#### Extracted entries
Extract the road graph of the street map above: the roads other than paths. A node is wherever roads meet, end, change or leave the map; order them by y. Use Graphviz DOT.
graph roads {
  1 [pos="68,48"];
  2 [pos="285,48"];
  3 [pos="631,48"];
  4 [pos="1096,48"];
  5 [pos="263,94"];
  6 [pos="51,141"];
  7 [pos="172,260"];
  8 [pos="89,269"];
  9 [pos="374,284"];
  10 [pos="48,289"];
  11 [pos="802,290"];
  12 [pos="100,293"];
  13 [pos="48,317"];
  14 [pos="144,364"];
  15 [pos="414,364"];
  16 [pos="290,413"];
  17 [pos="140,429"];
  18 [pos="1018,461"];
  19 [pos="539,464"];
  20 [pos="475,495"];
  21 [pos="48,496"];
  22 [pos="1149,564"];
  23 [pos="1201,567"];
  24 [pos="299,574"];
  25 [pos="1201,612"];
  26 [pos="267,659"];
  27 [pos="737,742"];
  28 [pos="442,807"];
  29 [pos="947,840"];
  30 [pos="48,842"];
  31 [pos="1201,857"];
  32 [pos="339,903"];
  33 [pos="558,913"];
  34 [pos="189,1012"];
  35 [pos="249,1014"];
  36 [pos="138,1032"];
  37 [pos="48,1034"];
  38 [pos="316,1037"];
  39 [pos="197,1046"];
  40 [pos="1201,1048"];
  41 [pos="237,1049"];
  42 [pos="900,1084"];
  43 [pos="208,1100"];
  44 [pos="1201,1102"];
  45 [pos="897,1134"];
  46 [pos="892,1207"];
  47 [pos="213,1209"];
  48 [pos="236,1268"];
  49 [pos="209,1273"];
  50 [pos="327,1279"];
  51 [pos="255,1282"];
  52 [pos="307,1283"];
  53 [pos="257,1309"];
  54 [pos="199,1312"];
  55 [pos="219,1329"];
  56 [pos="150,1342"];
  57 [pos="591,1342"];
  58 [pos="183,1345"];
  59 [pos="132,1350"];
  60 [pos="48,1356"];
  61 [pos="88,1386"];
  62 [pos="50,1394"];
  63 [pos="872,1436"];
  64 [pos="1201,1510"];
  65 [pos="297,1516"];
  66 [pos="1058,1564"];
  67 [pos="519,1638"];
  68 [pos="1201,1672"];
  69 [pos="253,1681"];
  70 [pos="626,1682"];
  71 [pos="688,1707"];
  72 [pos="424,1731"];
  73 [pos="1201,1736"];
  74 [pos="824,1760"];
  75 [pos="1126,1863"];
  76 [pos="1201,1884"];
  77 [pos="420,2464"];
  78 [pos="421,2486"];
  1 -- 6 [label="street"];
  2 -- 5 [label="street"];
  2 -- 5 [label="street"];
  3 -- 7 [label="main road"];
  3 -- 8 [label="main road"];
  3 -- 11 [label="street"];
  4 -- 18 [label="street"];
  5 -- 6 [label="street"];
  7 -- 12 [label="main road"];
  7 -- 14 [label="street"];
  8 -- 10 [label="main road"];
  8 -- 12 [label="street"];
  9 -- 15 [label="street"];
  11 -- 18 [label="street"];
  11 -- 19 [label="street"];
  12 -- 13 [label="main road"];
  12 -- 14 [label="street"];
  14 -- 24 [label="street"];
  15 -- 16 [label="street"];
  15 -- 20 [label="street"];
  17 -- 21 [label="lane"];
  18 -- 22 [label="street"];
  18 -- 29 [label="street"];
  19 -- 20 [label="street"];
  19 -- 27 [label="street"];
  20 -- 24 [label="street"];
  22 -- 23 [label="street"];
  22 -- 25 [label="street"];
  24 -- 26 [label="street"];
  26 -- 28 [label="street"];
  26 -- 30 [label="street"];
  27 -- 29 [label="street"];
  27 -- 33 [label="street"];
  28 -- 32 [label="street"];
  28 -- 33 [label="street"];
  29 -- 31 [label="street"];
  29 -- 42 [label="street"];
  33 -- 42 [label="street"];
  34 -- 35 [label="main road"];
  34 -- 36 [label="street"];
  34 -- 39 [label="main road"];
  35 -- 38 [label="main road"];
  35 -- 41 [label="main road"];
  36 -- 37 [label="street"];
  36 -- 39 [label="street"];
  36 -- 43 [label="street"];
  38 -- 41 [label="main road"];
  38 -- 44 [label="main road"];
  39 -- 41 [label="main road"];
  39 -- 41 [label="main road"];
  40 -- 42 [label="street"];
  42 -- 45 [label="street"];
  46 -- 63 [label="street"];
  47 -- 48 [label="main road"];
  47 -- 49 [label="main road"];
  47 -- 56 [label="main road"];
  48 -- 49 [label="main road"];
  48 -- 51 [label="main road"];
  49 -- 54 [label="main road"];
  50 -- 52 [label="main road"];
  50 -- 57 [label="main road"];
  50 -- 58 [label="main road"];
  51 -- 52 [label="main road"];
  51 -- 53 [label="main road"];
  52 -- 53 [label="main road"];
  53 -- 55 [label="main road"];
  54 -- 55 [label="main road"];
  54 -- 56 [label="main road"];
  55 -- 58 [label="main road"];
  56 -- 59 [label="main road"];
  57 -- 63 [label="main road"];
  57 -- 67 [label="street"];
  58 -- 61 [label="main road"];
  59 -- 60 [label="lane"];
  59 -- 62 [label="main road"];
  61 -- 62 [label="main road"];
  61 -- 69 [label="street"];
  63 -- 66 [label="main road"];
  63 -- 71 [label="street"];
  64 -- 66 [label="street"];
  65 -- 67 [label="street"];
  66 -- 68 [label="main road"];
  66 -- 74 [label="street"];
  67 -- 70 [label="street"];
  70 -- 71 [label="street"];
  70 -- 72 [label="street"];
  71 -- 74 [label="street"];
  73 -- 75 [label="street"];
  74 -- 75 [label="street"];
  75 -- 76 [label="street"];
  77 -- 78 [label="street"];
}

#### What you will do
Nothing in the records above may be left out; repeat them exactly.

#### Answer
Extract the road graph of the street map above: the roads other than paths. A node is wherever roads meet, end, change or leave the map; order them by y. Use Graphviz DOT.
graph roads {
  1 [pos="68,48"];
  2 [pos="285,48"];
  3 [pos="631,48"];
  4 [pos="1096,48"];
  5 [pos="263,94"];
  6 [pos="51,141"];
  7 [pos="172,260"];
  8 [pos="89,269"];
  9 [pos="374,284"];
  10 [pos="48,289"];
  11 [pos="802,290"];
  12 [pos="100,293"];
  13 [pos="48,317"];
  14 [pos="144,364"];
  15 [pos="414,364"];
  16 [pos="290,413"];
  17 [pos="140,429"];
  18 [pos="1018,461"];
  19 [pos="539,464"];
  20 [pos="475,495"];
  21 [pos="48,496"];
  22 [pos="1149,564"];
  23 [pos="1201,567"];
  24 [pos="299,574"];
  25 [pos="1201,612"];
  26 [pos="267,659"];
  27 [pos="737,742"];
  28 [pos="442,807"];
  29 [pos="947,840"];
  30 [pos="48,842"];
  31 [pos="1201,857"];
  32 [pos="339,903"];
  33 [pos="558,913"];
  34 [pos="189,1012"];
  35 [pos="249,1014"];
  36 [pos="138,1032"];
  37 [pos="48,1034"];
  38 [pos="316,1037"];
  39 [pos="197,1046"];
  40 [pos="1201,1048"];
  41 [pos="237,1049"];
  42 [pos="900,1084"];
  43 [pos="208,1100"];
  44 [pos="1201,1102"];
  45 [pos="897,1134"];
  46 [pos="892,1207"];
  47 [pos="213,1209"];
  48 [pos="236,1268"];
  49 [pos="209,1273"];
  50 [pos="327,1279"];
  51 [pos="255,1282"];
  52 [pos="307,1283"];
  53 [pos="257,1309"];
  54 [pos="199,1312"];
  55 [pos="219,1329"];
  56 [pos="150,1342"];
  57 [pos="591,1342"];
  58 [pos="183,1345"];
  59 [pos="132,1350"];
  60 [pos="48,1356"];
  61 [pos="88,1386"];
  62 [pos="50,1394"];
  63 [pos="872,1436"];
  64 [pos="1201,1510"];
  65 [pos="297,1516"];
  66 [pos="1058,1564"];
  67 [pos="519,1638"];
  68 [pos="1201,1672"];
  69 [pos="253,1681"];
  70 [pos="626,1682"];
  71 [pos="688,1707"];
  72 [pos="424,1731"];
  73 [pos="1201,1736"];
  74 [pos="824,1760"];
  75 [pos="1126,1863"];
  76 [pos="1201,1884"];
  77 [pos="420,2464"];
  78 [pos="421,2486"];
  1 -- 6 [label="street"];
  2 -- 5 [label="street"];
  2 -- 5 [label="street"];
  3 -- 7 [label="main road"];
  3 -- 8 [label="main road"];
  3 -- 11 [label="street"];
  4 -- 18 [label="street"];
  5 -- 6 [label="street"];
  7 -- 12 [label="main road"];
  7 -- 14 [label="street"];
  8 -- 10 [label="main road"];
  8 -- 12 [label="street"];
  9 -- 15 [label="street"];
  11 -- 18 [label="street"];
  11 -- 19 [label="street"];
  12 -- 13 [label="main road"];
  12 -- 14 [label="street"];
  14 -- 24 [label="street"];
  15 -- 16 [label="street"];
  15 -- 20 [label="street"];
  17 -- 21 [label="lane"];
  18 -- 22 [label="street"];
  18 -- 29 [label="street"];
  19 -- 20 [label="street"];
  19 -- 27 [label="street"];
  20 -- 24 [label="street"];
  22 -- 23 [label="street"];
  22 -- 25 [label="street"];
  24 -- 26 [label="street"];
  26 -- 28 [label="street"];
  26 -- 30 [label="street"];
  27 -- 29 [label="street"];
  27 -- 33 [label="street"];
  28 -- 32 [label="street"];
  28 -- 33 [label="street"];
  29 -- 31 [label="street"];
  29 -- 42 [label="street"];
  33 -- 42 [label="street"];
  34 -- 35 [label="main road"];
  34 -- 36 [label="street"];
  34 -- 39 [label="main road"];
  35 -- 38 [label="main road"];
  35 -- 41 [label="main road"];
  36 -- 37 [label="street"];
  36 -- 39 [label="street"];
  36 -- 43 [label="street"];
  38 -- 41 [label="main road"];
  38 -- 44 [label="main road"];
  39 -- 41 [label="main road"];
  39 -- 41 [label="main road"];
  40 -- 42 [label="street"];
  42 -- 45 [label="street"];
  46 -- 63 [label="street"];
  47 -- 48 [label="main road"];
  47 -- 49 [label="main road"];
  47 -- 56 [label="main road"];
  48 -- 49 [label="main road"];
  48 -- 51 [label="main road"];
  49 -- 54 [label="main road"];
  50 -- 52 [label="main road"];
  50 -- 57 [label="main road"];
  50 -- 58 [label="main road"];
  51 -- 52 [label="main road"];
  51 -- 53 [label="main road"];
  52 -- 53 [label="main road"];
  53 -- 55 [label="main road"];
  54 -- 55 [label="main road"];
  54 -- 56 [label="main road"];
  55 -- 58 [label="main road"];
  56 -- 59 [label="main road"];
  57 -- 63 [label="main road"];
  57 -- 67 [label="street"];
  58 -- 61 [label="main road"];
  59 -- 60 [label="lane"];
  59 -- 62 [label="main road"];
  61 -- 62 [label="main road"];
  61 -- 69 [label="street"];
  63 -- 66 [label="main road"];
  63 -- 71 [label="street"];
  64 -- 66 [label="street"];
  65 -- 67 [label="street"];
  66 -- 68 [label="main road"];
  66 -- 74 [label="street"];
  67 -- 70 [label="street"];
  70 -- 71 [label="street"];
  70 -- 72 [label="street"];
  71 -- 74 [label="street"];
  73 -- 75 [label="street"];
  74 -- 75 [label="street"];
  75 -- 76 [label="street"];
  77 -- 78 [label="street"];
}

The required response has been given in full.